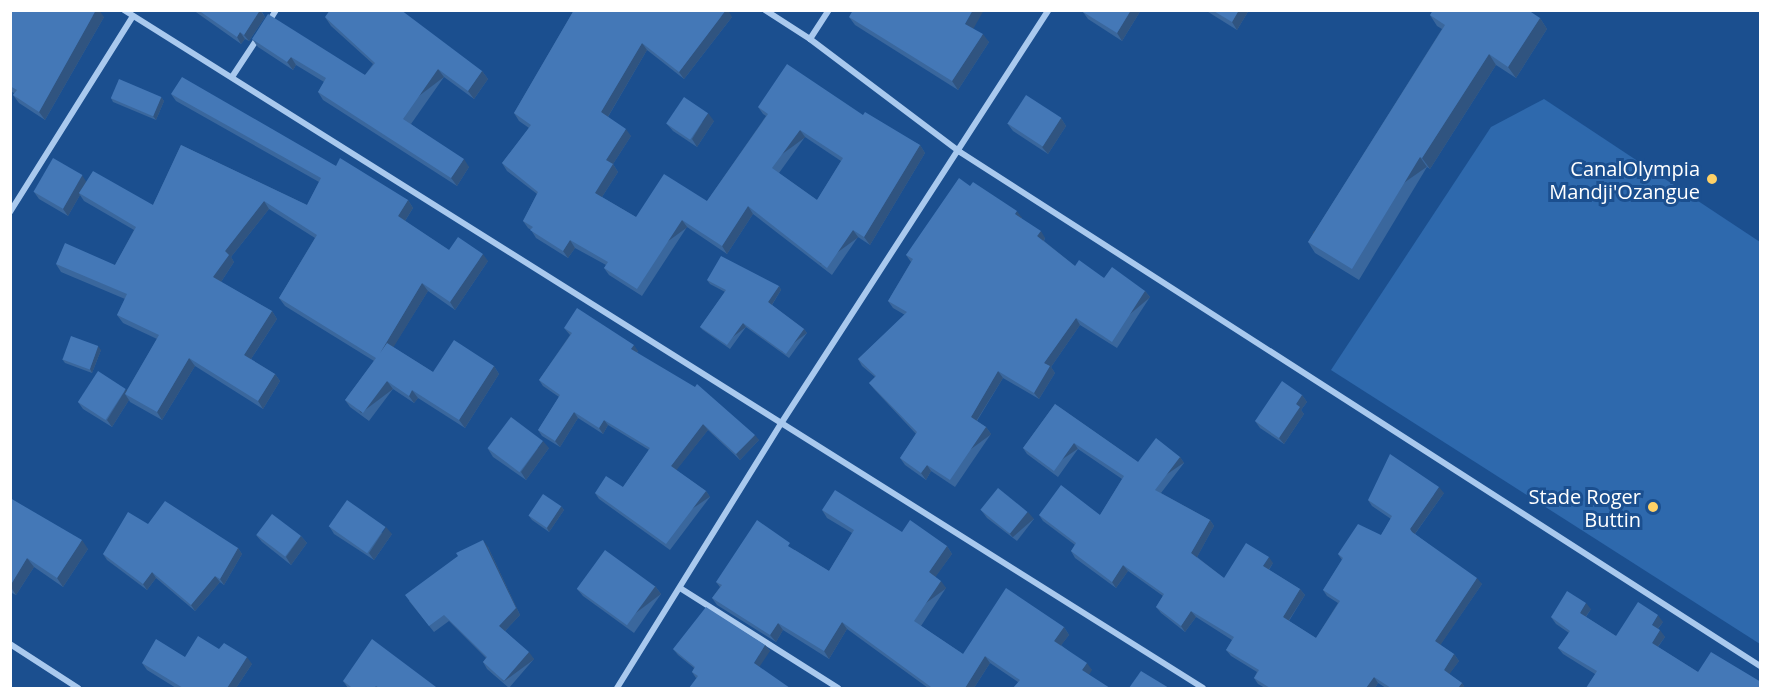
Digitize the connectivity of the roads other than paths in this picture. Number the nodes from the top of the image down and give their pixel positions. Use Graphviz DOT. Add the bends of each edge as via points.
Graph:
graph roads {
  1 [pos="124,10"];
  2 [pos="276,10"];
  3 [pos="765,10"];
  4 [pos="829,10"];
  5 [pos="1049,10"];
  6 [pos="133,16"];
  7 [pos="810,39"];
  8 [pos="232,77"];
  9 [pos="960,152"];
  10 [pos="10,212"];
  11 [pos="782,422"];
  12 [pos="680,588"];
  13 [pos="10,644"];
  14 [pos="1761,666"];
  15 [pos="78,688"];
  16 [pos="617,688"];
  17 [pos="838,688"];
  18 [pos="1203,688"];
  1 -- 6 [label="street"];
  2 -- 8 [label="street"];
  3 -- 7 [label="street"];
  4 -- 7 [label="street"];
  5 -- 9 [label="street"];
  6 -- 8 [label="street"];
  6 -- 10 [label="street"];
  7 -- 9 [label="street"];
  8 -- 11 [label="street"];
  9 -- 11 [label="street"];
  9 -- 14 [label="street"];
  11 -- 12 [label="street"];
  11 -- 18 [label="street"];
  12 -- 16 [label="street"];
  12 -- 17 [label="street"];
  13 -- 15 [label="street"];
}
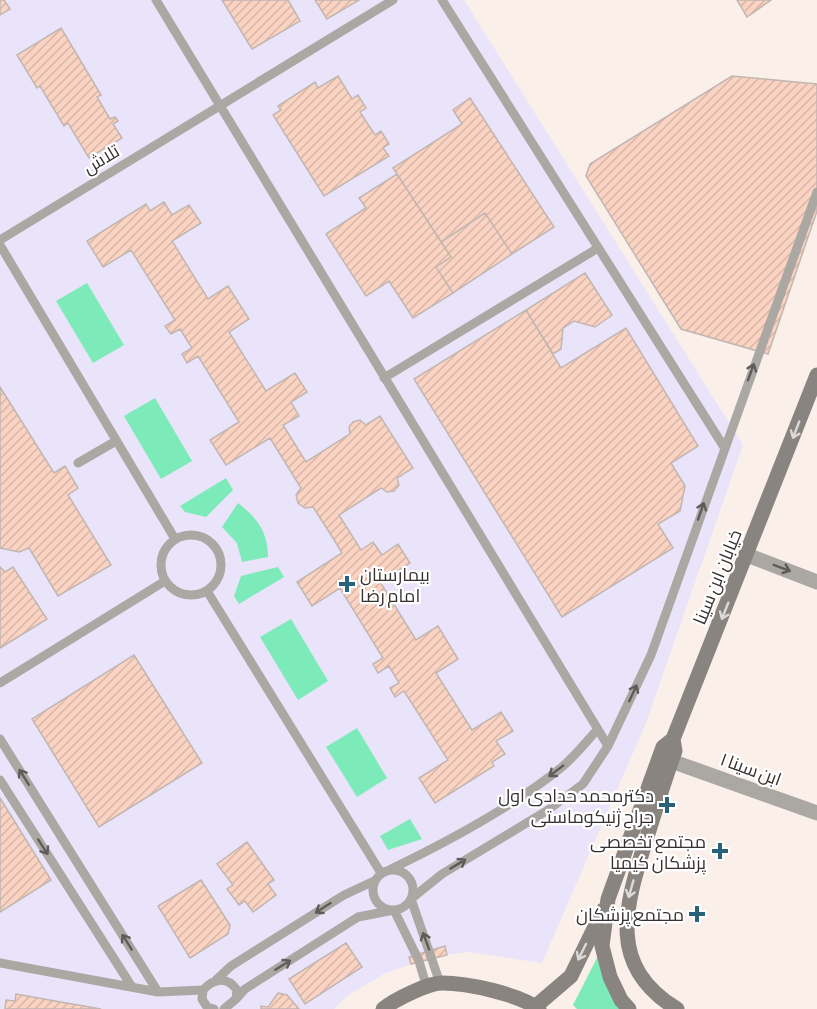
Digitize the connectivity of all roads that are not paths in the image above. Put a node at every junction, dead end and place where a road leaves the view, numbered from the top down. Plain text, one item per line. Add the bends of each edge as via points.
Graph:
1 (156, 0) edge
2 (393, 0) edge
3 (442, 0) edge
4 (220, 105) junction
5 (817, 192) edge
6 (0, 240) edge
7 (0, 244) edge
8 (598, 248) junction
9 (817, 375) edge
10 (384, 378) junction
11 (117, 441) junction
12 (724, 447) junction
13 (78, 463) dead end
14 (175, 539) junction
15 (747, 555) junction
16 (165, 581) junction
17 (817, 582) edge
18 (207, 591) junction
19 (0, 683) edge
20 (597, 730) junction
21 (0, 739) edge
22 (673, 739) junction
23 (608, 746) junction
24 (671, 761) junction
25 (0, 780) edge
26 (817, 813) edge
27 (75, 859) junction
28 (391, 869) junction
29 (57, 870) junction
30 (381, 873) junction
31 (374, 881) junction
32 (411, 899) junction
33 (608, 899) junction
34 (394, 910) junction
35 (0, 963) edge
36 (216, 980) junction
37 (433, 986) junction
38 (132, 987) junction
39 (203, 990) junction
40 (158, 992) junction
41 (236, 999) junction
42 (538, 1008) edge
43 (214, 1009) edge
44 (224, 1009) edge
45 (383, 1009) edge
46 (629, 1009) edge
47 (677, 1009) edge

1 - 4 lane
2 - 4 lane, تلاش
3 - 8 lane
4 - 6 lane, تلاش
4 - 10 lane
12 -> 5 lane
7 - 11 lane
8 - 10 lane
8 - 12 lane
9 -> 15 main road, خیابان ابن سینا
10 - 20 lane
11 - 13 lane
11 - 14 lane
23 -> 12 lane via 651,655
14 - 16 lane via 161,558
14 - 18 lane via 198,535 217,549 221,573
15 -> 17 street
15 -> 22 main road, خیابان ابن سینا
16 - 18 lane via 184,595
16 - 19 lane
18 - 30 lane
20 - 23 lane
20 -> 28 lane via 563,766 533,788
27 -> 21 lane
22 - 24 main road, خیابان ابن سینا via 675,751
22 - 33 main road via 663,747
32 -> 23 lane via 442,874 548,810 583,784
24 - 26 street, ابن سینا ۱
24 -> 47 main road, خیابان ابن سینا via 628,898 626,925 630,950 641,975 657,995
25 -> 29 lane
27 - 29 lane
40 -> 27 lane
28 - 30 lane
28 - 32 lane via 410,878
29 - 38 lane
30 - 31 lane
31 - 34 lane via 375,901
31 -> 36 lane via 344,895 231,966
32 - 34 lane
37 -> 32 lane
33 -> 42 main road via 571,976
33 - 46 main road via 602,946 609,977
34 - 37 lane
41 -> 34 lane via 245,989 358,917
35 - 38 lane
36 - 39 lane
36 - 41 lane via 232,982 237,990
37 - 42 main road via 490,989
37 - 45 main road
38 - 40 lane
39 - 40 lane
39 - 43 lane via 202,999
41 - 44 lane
------------------------------------------------------------
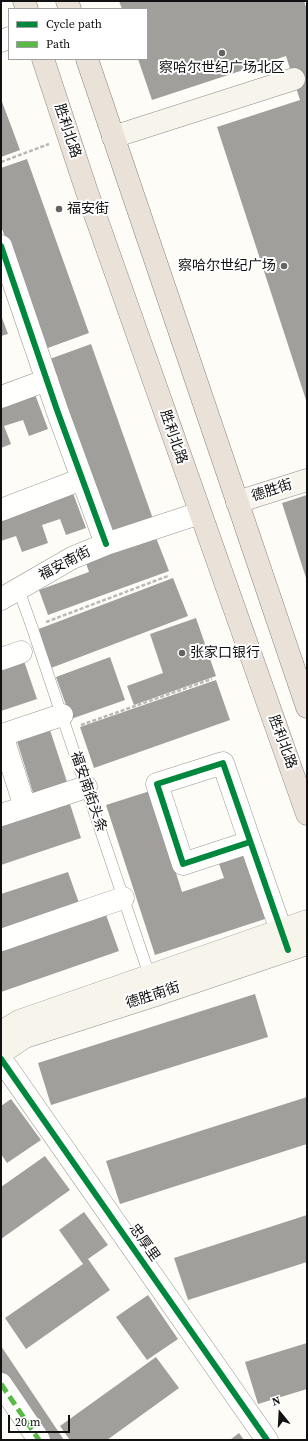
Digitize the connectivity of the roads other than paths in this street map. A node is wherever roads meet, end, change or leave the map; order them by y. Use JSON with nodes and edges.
------------------------------------------------------------
■ **Instructions for the task**
Copy out every line of the data that includes "points".

■ **Response to the exercise**
Digitize the connectivity of the roads other than paths in this picture. Number the nodes from the top of the image down and give their pixel positions. Use Graphviz DOT. Add the bends of each edge as via points.
Digitize the connectivity of all roads that are not paths in the image above. Put a node at every junction, dead end and place where a road leaves the view, numbered from the top down. Plain text, one item per line. Add the bends of each edge as via points.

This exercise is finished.